Start of Block
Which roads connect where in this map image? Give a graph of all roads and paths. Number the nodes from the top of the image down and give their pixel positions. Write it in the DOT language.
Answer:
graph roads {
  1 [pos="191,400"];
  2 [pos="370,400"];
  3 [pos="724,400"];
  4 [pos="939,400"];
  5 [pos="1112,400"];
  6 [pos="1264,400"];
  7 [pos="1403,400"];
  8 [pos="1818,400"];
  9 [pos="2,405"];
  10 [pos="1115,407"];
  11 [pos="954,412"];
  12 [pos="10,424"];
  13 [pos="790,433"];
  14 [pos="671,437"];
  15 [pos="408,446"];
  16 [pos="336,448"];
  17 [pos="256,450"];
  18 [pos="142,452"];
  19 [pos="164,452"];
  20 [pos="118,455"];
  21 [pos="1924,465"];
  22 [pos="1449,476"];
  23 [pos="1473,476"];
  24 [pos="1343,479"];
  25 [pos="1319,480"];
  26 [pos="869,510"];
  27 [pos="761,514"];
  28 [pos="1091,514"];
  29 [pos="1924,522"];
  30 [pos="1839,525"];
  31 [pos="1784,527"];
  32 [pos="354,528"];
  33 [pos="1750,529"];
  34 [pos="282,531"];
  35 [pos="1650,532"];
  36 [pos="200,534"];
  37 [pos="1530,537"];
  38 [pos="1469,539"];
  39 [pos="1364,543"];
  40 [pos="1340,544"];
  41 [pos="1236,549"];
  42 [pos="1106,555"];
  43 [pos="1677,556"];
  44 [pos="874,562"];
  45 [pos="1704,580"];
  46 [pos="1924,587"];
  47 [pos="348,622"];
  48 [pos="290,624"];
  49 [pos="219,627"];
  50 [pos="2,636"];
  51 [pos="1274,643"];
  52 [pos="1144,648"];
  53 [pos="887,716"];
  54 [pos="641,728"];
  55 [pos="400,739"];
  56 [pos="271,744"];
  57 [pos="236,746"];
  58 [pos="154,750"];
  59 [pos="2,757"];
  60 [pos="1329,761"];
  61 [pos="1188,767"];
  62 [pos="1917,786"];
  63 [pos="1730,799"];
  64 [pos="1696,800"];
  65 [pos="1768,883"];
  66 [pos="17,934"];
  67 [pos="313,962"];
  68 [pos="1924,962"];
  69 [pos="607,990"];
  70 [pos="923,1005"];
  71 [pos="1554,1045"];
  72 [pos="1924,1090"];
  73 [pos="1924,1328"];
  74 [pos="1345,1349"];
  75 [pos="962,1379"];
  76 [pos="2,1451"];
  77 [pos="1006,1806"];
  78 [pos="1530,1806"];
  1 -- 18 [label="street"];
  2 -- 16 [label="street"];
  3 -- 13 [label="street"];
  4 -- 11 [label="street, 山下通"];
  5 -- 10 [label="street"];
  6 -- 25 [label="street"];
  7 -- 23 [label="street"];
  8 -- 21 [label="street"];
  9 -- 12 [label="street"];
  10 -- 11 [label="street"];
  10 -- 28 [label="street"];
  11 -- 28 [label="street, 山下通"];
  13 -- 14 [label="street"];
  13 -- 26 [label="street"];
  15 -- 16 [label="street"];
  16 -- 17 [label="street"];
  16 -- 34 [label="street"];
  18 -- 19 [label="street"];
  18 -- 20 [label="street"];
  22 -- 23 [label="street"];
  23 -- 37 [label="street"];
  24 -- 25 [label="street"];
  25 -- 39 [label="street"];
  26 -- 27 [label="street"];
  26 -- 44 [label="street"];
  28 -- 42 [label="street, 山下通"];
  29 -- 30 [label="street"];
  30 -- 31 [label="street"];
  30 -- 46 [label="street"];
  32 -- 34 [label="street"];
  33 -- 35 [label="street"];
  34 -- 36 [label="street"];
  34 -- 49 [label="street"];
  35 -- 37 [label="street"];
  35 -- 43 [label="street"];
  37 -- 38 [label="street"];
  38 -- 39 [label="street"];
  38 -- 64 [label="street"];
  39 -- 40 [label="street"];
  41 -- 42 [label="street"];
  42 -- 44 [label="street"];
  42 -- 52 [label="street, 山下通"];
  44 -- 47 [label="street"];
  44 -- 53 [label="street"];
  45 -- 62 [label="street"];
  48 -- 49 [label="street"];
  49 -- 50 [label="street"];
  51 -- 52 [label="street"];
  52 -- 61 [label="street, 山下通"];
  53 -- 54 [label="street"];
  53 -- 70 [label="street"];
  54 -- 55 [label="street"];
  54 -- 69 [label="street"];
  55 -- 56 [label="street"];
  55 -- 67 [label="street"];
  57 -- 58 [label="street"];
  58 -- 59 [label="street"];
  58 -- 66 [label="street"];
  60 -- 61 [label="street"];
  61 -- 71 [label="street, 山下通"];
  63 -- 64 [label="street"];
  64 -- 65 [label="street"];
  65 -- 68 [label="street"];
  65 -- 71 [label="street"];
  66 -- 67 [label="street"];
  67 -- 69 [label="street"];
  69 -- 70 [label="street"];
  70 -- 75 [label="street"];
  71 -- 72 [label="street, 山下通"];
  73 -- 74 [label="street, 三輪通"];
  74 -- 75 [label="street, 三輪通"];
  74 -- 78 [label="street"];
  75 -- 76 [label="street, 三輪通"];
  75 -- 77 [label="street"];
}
End of Block
Please quote the records above exactly, without skipping a line.

Expected output:
Which roads connect where in this map image? Give a graph of all roads and paths. Number the nodes from the top of the image down and give their pixel positions. Write it in the DOT language.
Answer:
graph roads {
  1 [pos="191,400"];
  2 [pos="370,400"];
  3 [pos="724,400"];
  4 [pos="939,400"];
  5 [pos="1112,400"];
  6 [pos="1264,400"];
  7 [pos="1403,400"];
  8 [pos="1818,400"];
  9 [pos="2,405"];
  10 [pos="1115,407"];
  11 [pos="954,412"];
  12 [pos="10,424"];
  13 [pos="790,433"];
  14 [pos="671,437"];
  15 [pos="408,446"];
  16 [pos="336,448"];
  17 [pos="256,450"];
  18 [pos="142,452"];
  19 [pos="164,452"];
  20 [pos="118,455"];
  21 [pos="1924,465"];
  22 [pos="1449,476"];
  23 [pos="1473,476"];
  24 [pos="1343,479"];
  25 [pos="1319,480"];
  26 [pos="869,510"];
  27 [pos="761,514"];
  28 [pos="1091,514"];
  29 [pos="1924,522"];
  30 [pos="1839,525"];
  31 [pos="1784,527"];
  32 [pos="354,528"];
  33 [pos="1750,529"];
  34 [pos="282,531"];
  35 [pos="1650,532"];
  36 [pos="200,534"];
  37 [pos="1530,537"];
  38 [pos="1469,539"];
  39 [pos="1364,543"];
  40 [pos="1340,544"];
  41 [pos="1236,549"];
  42 [pos="1106,555"];
  43 [pos="1677,556"];
  44 [pos="874,562"];
  45 [pos="1704,580"];
  46 [pos="1924,587"];
  47 [pos="348,622"];
  48 [pos="290,624"];
  49 [pos="219,627"];
  50 [pos="2,636"];
  51 [pos="1274,643"];
  52 [pos="1144,648"];
  53 [pos="887,716"];
  54 [pos="641,728"];
  55 [pos="400,739"];
  56 [pos="271,744"];
  57 [pos="236,746"];
  58 [pos="154,750"];
  59 [pos="2,757"];
  60 [pos="1329,761"];
  61 [pos="1188,767"];
  62 [pos="1917,786"];
  63 [pos="1730,799"];
  64 [pos="1696,800"];
  65 [pos="1768,883"];
  66 [pos="17,934"];
  67 [pos="313,962"];
  68 [pos="1924,962"];
  69 [pos="607,990"];
  70 [pos="923,1005"];
  71 [pos="1554,1045"];
  72 [pos="1924,1090"];
  73 [pos="1924,1328"];
  74 [pos="1345,1349"];
  75 [pos="962,1379"];
  76 [pos="2,1451"];
  77 [pos="1006,1806"];
  78 [pos="1530,1806"];
  1 -- 18 [label="street"];
  2 -- 16 [label="street"];
  3 -- 13 [label="street"];
  4 -- 11 [label="street, 山下通"];
  5 -- 10 [label="street"];
  6 -- 25 [label="street"];
  7 -- 23 [label="street"];
  8 -- 21 [label="street"];
  9 -- 12 [label="street"];
  10 -- 11 [label="street"];
  10 -- 28 [label="street"];
  11 -- 28 [label="street, 山下通"];
  13 -- 14 [label="street"];
  13 -- 26 [label="street"];
  15 -- 16 [label="street"];
  16 -- 17 [label="street"];
  16 -- 34 [label="street"];
  18 -- 19 [label="street"];
  18 -- 20 [label="street"];
  22 -- 23 [label="street"];
  23 -- 37 [label="street"];
  24 -- 25 [label="street"];
  25 -- 39 [label="street"];
  26 -- 27 [label="street"];
  26 -- 44 [label="street"];
  28 -- 42 [label="street, 山下通"];
  29 -- 30 [label="street"];
  30 -- 31 [label="street"];
  30 -- 46 [label="street"];
  32 -- 34 [label="street"];
  33 -- 35 [label="street"];
  34 -- 36 [label="street"];
  34 -- 49 [label="street"];
  35 -- 37 [label="street"];
  35 -- 43 [label="street"];
  37 -- 38 [label="street"];
  38 -- 39 [label="street"];
  38 -- 64 [label="street"];
  39 -- 40 [label="street"];
  41 -- 42 [label="street"];
  42 -- 44 [label="street"];
  42 -- 52 [label="street, 山下通"];
  44 -- 47 [label="street"];
  44 -- 53 [label="street"];
  45 -- 62 [label="street"];
  48 -- 49 [label="street"];
  49 -- 50 [label="street"];
  51 -- 52 [label="street"];
  52 -- 61 [label="street, 山下通"];
  53 -- 54 [label="street"];
  53 -- 70 [label="street"];
  54 -- 55 [label="street"];
  54 -- 69 [label="street"];
  55 -- 56 [label="street"];
  55 -- 67 [label="street"];
  57 -- 58 [label="street"];
  58 -- 59 [label="street"];
  58 -- 66 [label="street"];
  60 -- 61 [label="street"];
  61 -- 71 [label="street, 山下通"];
  63 -- 64 [label="street"];
  64 -- 65 [label="street"];
  65 -- 68 [label="street"];
  65 -- 71 [label="street"];
  66 -- 67 [label="street"];
  67 -- 69 [label="street"];
  69 -- 70 [label="street"];
  70 -- 75 [label="street"];
  71 -- 72 [label="street, 山下通"];
  73 -- 74 [label="street, 三輪通"];
  74 -- 75 [label="street, 三輪通"];
  74 -- 78 [label="street"];
  75 -- 76 [label="street, 三輪通"];
  75 -- 77 [label="street"];
}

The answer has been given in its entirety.